(What you have to do):
Where a picture appears in the data below, exclude it; restate everything else word for word.

(Material provided):

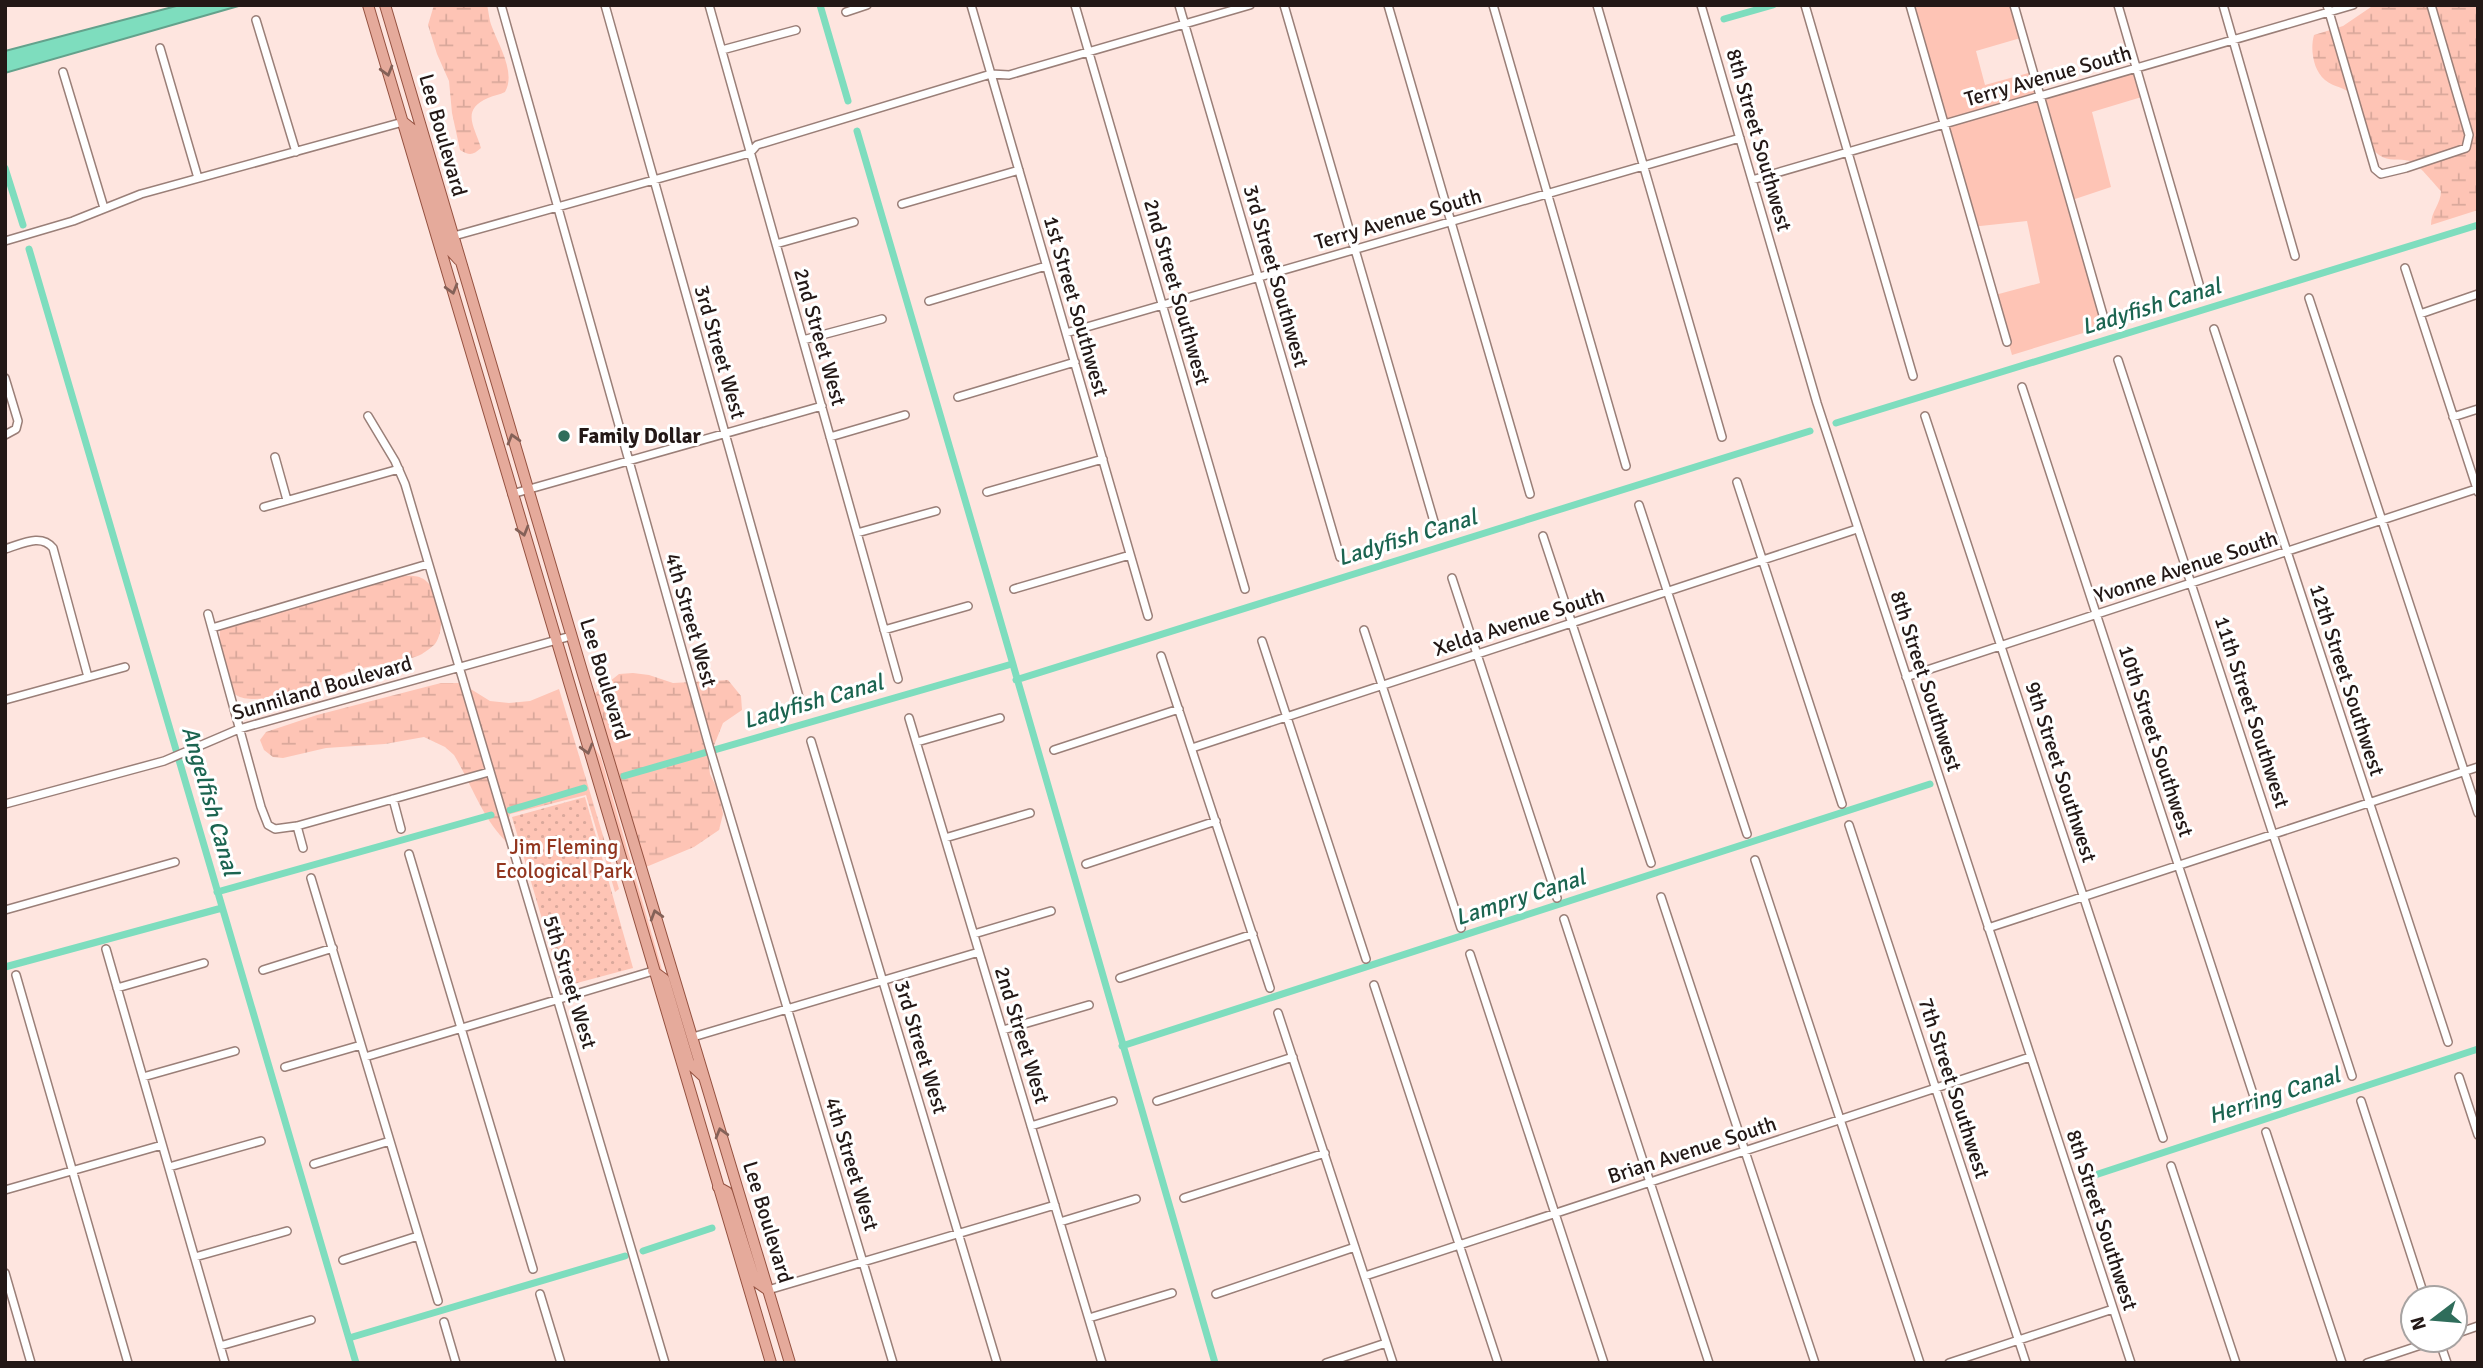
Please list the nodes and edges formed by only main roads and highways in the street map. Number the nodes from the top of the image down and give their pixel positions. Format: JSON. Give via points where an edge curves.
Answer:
{"nodes":[{"id":1,"x":368,"y":5,"type":"edge"},
{"id":2,"x":385,"y":5,"type":"edge"},
{"id":3,"x":402,"y":122,"type":"junction"},
{"id":4,"x":461,"y":263,"type":"junction"},
{"id":5,"x":653,"y":971,"type":"junction"},
{"id":6,"x":705,"y":1079,"type":"junction"},
{"id":7,"x":718,"y":1188,"type":"junction"},
{"id":8,"x":768,"y":1290,"type":"junction"},
{"id":9,"x":771,"y":1363,"type":"edge"},
{"id":10,"x":790,"y":1363,"type":"edge"}],
"edges":[{"from":1,"to":3,"type":"main road","name":"Lee Boulevard","one_way":true},
{"from":2,"to":4,"type":"main road","name":"Lee Boulevard"},
{"from":3,"to":4,"type":"main road","via":[[415,137],[448,248]]},
{"from":3,"to":5,"type":"main road","name":"Lee Boulevard","one_way":true},
{"from":6,"to":4,"type":"main road","name":"Lee Boulevard","one_way":true},
{"from":5,"to":6,"type":"main road","via":[[664,979],[689,1063]]},
{"from":5,"to":7,"type":"main road","name":"Lee Boulevard"},
{"from":8,"to":6,"type":"main road","name":"Lee Boulevard","one_way":true},
{"from":7,"to":8,"type":"main road","via":[[727,1192],[755,1281]]},
{"from":7,"to":9,"type":"main road","name":"Lee Boulevard"},
{"from":8,"to":10,"type":"main road","name":"Lee Boulevard"}]}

(Written response):
Please list the nodes and edges formed by only main roads and highways in the street map. Number the nodes from the top of the image down and give their pixel positions. Format: JSON. Give via points where an edge curves.
Answer:
{"nodes":[{"id":1,"x":368,"y":5,"type":"edge"},
{"id":2,"x":385,"y":5,"type":"edge"},
{"id":3,"x":402,"y":122,"type":"junction"},
{"id":4,"x":461,"y":263,"type":"junction"},
{"id":5,"x":653,"y":971,"type":"junction"},
{"id":6,"x":705,"y":1079,"type":"junction"},
{"id":7,"x":718,"y":1188,"type":"junction"},
{"id":8,"x":768,"y":1290,"type":"junction"},
{"id":9,"x":771,"y":1363,"type":"edge"},
{"id":10,"x":790,"y":1363,"type":"edge"}],
"edges":[{"from":1,"to":3,"type":"main road","name":"Lee Boulevard","one_way":true},
{"from":2,"to":4,"type":"main road","name":"Lee Boulevard"},
{"from":3,"to":4,"type":"main road","via":[[415,137],[448,248]]},
{"from":3,"to":5,"type":"main road","name":"Lee Boulevard","one_way":true},
{"from":6,"to":4,"type":"main road","name":"Lee Boulevard","one_way":true},
{"from":5,"to":6,"type":"main road","via":[[664,979],[689,1063]]},
{"from":5,"to":7,"type":"main road","name":"Lee Boulevard"},
{"from":8,"to":6,"type":"main road","name":"Lee Boulevard","one_way":true},
{"from":7,"to":8,"type":"main road","via":[[727,1192],[755,1281]]},
{"from":7,"to":9,"type":"main road","name":"Lee Boulevard"},
{"from":8,"to":10,"type":"main road","name":"Lee Boulevard"}]}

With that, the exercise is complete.